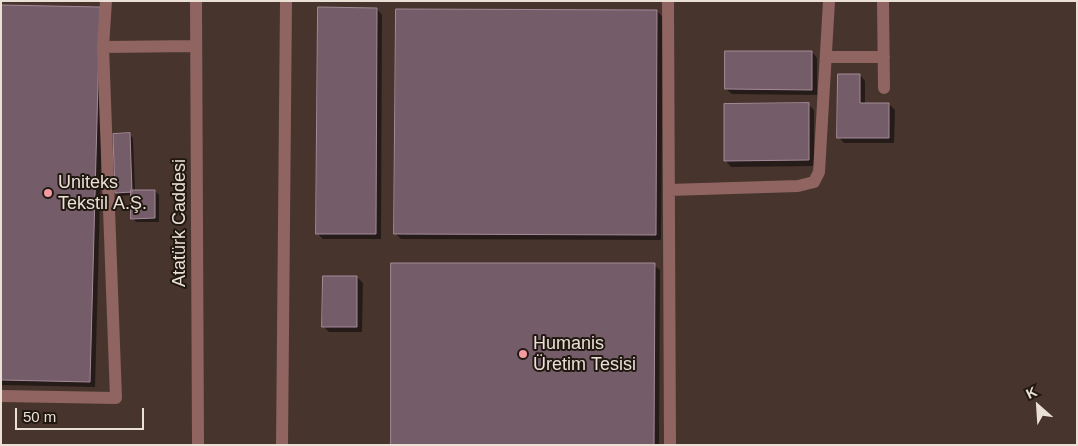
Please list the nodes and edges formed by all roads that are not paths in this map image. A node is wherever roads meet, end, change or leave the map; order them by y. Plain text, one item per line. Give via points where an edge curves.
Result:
1 (106, 1) edge
2 (196, 1) edge
3 (286, 1) edge
4 (668, 1) edge
5 (829, 1) edge
6 (883, 1) edge
7 (196, 46) junction
8 (103, 47) junction
9 (884, 56) junction
10 (826, 57) junction
11 (884, 88) dead end
12 (669, 190) junction
13 (1, 396) edge
14 (198, 445) edge
15 (282, 445) edge
16 (670, 445) edge

1 - 8 street
2 - 7 street, Atatürk Caddesi
3 - 15 street
4 - 12 street
5 - 10 street
6 - 9 street
7 - 8 street
7 - 14 street, Atatürk Caddesi
8 - 13 street via 116,398
9 - 10 street
9 - 11 street
10 - 12 street via 819,172 814,182 798,186
12 - 16 street

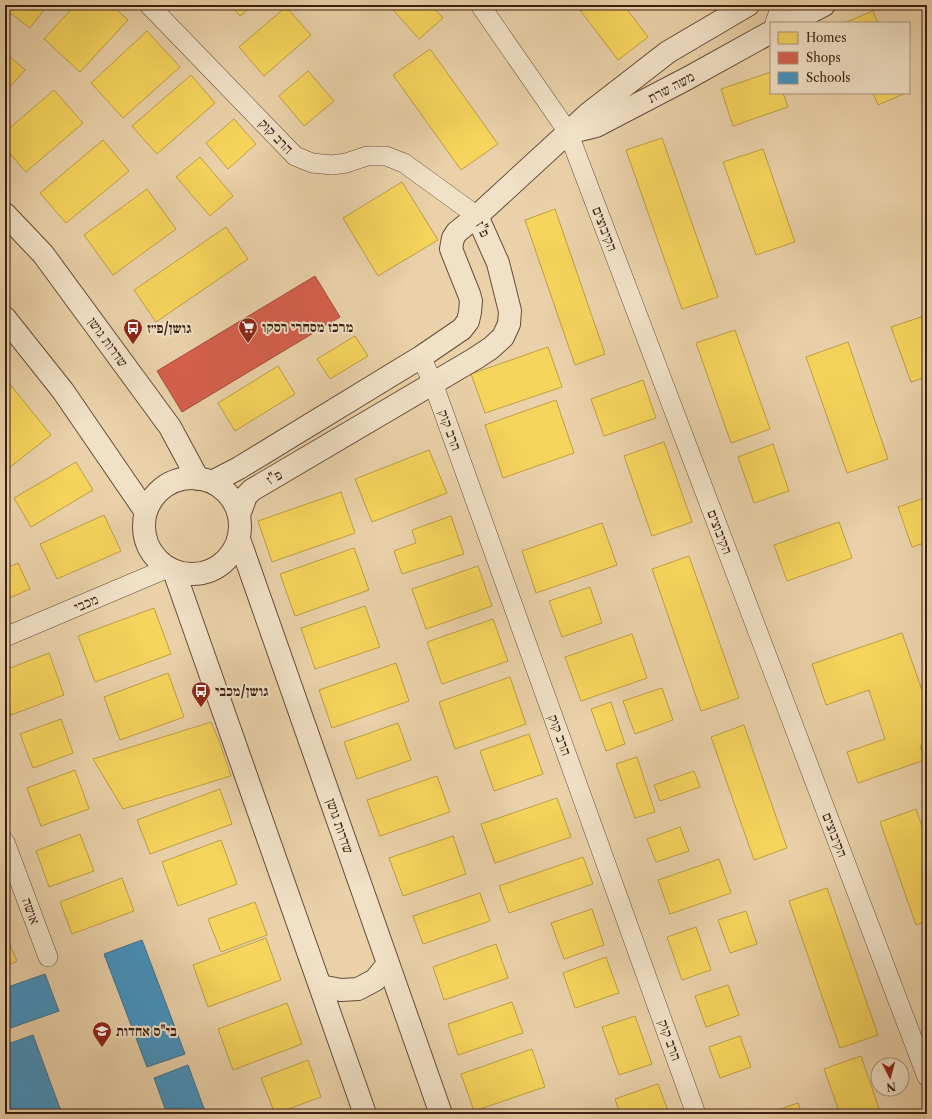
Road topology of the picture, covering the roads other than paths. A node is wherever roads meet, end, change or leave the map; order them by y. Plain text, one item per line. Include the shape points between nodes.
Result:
1 (149, 5) edge
2 (480, 5) edge
3 (748, 5) edge
4 (781, 5) edge
5 (824, 5) edge
6 (775, 22) edge
7 (791, 22) edge
8 (770, 33) edge
9 (568, 132) junction
10 (5, 214) edge
11 (478, 216) junction
12 (5, 318) edge
13 (421, 357) junction
14 (434, 383) junction
15 (205, 480) junction
16 (146, 512) junction
17 (239, 515) junction
18 (239, 539) junction
19 (171, 570) junction
20 (5, 637) edge
21 (5, 842) edge
22 (48, 957) dead end
23 (388, 964) junction
24 (320, 986) junction
25 (927, 1077) edge
26 (365, 1114) edge
27 (442, 1114) edge
28 (696, 1114) edge

1 - 11 street, הרב קוק via 295,156 312,163 332,165 366,156 386,156 404,163
2 - 9 street, הקיבוצים
3 - 9 street, משה שרת via 668,52
4 - 6 street
5 - 7 street
8 - 9 street, משה שרת via 596,126
9 - 11 street, משה שרת
9 - 25 street, הקיבוצים
10 - 15 street, שדרות גושן via 43,254 170,427
11 - 13 street, פ"ז via 457,232 451,244 471,301 468,322 462,329
11 - 14 street, פ"ז via 498,264 510,311 509,324 503,337 491,348
12 - 16 street via 63,391
13 - 14 street, הרב קוק
13 - 15 street, פ"ז via 239,468
14 - 17 street, פ"ז via 252,490 246,496
14 - 28 street, הרב קוק
15 - 16 street via 185,479 166,486 152,500
15 - 17 street via 229,495
16 - 19 street via 144,528 147,544 155,558
17 - 18 street
18 - 19 street via 232,554 221,566 206,573 190,575
18 - 23 street, שדרות גושן
19 - 20 street, מכבי
19 - 24 street
21 - 22 street, אושה
23 - 24 street via 375,980 358,989 341,990
23 - 27 street, שדרות גושן
24 - 26 street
======
**What is expected:**
Print exactly the first line of the entries and every line after it through the one that contains "Road topology of", leaving the pictures out.

**Answer section:**
Please list the nodes and edges formed by all roads that are not paths in this map image. A node is wherever roads meet, end, change or leave the map; order them by y. Plain text, one item per line. Give via points where an edge curves.
Result:
1 (106, 1) edge
2 (196, 1) edge
3 (286, 1) edge
4 (668, 1) edge
5 (829, 1) edge
6 (883, 1) edge
7 (196, 46) junction
8 (103, 47) junction
9 (884, 56) junction
10 (826, 57) junction
11 (884, 88) dead end
12 (669, 190) junction
13 (1, 396) edge
14 (198, 445) edge
15 (282, 445) edge
16 (670, 445) edge

1 - 8 street
2 - 7 street, Atatürk Caddesi
3 - 15 street
4 - 12 street
5 - 10 street
6 - 9 street
7 - 8 street
7 - 14 street, Atatürk Caddesi
8 - 13 street via 116,398
9 - 10 street
9 - 11 street
10 - 12 street via 819,172 814,182 798,186
12 - 16 street

Road topology of the picture, covering the roads other than paths. A node is wherever roads meet, end, change or leave the map; order them by y. Plain text, one item per line. Include the shape points between nodes.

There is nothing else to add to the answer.